Proposed Procurement Overhaul A Poor Fit for County Contracts

On March 8, 2022, Executive Director Michael Sanderson testified before the House Health and Government Operations Committee in opposition to HB 1353 – Omnibus Procurement Reform Act (“OPRA”) of 2022. This bill would place county contracts involving any state funds at all beneath a variety of state procurement rules, and subject them to a peculiar appeals process where the county may only defend itself that its actions were “fiscally necessary” by a very high standard of “clear and convincing evidence.”

Mr.
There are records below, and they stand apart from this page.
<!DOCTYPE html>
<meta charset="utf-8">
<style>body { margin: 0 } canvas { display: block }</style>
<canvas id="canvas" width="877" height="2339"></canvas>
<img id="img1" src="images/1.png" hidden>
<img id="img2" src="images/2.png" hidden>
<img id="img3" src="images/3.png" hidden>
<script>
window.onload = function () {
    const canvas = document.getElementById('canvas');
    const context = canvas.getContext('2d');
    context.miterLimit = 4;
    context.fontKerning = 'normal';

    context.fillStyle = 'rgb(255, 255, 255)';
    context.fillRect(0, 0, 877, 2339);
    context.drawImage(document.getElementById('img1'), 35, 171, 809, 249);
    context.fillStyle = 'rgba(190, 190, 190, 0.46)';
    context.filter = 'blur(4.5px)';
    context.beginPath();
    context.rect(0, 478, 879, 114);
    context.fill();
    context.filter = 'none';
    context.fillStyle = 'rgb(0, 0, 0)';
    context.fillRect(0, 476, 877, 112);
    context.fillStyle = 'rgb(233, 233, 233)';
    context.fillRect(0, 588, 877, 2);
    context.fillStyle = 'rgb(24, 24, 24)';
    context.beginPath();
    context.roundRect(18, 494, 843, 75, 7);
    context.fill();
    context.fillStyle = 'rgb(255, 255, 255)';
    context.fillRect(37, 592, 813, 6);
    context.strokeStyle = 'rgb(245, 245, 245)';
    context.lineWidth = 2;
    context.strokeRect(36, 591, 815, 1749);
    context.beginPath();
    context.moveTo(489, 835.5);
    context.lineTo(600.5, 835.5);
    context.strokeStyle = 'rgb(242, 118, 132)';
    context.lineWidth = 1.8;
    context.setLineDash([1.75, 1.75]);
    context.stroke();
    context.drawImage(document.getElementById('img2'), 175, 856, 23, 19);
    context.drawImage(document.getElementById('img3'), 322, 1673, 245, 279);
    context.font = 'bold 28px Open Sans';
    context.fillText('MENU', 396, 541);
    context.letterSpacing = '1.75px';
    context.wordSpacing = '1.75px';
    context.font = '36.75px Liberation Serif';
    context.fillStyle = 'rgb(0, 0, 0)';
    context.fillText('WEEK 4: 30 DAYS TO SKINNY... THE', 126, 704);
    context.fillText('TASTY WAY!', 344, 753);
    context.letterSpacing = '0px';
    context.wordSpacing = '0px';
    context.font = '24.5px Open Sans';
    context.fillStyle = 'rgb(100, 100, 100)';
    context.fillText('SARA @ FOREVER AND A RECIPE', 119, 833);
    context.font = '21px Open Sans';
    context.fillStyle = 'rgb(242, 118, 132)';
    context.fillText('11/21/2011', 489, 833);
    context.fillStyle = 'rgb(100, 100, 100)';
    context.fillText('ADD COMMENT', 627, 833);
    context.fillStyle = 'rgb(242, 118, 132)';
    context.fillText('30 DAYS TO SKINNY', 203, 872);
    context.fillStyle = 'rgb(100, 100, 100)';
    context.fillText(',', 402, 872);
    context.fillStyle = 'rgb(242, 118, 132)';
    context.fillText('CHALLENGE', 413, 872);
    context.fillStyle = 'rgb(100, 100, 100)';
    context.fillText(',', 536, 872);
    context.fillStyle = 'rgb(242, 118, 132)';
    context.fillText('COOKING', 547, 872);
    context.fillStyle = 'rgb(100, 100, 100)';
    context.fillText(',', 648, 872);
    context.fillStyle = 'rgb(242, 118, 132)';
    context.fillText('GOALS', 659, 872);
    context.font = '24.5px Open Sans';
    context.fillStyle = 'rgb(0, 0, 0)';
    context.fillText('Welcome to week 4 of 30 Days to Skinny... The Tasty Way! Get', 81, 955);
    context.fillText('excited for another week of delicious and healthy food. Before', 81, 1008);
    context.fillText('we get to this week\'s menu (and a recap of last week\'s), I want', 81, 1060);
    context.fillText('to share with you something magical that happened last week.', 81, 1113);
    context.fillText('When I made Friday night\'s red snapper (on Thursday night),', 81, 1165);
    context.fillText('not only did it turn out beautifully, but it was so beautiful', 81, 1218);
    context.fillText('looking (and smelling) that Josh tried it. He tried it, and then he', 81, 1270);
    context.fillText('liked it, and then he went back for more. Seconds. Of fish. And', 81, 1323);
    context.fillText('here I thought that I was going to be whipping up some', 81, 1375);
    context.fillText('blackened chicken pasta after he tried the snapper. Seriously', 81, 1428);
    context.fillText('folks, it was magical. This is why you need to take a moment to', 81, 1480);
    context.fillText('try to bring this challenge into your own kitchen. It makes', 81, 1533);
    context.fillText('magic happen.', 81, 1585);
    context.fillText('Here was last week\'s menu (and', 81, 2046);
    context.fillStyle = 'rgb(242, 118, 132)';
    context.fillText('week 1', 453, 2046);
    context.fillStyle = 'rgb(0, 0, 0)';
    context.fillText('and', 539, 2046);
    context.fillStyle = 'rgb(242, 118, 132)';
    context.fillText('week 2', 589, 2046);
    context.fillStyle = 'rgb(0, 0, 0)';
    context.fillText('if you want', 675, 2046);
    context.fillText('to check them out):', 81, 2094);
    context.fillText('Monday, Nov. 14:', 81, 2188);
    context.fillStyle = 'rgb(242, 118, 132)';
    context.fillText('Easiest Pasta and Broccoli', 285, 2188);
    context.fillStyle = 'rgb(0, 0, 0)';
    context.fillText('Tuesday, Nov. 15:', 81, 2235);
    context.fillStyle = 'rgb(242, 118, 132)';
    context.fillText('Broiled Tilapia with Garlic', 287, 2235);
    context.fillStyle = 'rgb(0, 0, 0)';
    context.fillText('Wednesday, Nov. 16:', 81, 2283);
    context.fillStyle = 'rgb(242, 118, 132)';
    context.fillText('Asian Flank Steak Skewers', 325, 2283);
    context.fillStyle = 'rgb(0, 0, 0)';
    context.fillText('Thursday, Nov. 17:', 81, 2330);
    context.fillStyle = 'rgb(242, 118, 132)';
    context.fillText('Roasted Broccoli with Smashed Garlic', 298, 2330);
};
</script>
Sanderson suggested that the inclusion of county-managed contracts into the bill was “a square peg, at best.”

From the MACo testimony

State/county collaboration on projects and services is routine, with the State frequently playing a lesser, or even ancillary, role in the funding of projects or functions delivered locally. Counties, when required to procure various requirements for such joint functions, are currently subject to substantial requirements promoting fairness and transparency. Bidders are afforded due process in all such systems.

Counties are particularly concerned with the provisions of HB 1353 that would bring an overwhelming influx of projects under the State’s appeals processes. This would include all appeals claims for cancellations of bids or requests for proposals, if even once cent of state funding is used in the project. To illustrate the breadth of this decree, it would include all public school construction projects completed in the state, all the way down to small-scale service where state funds played a minor complementary role for a county government.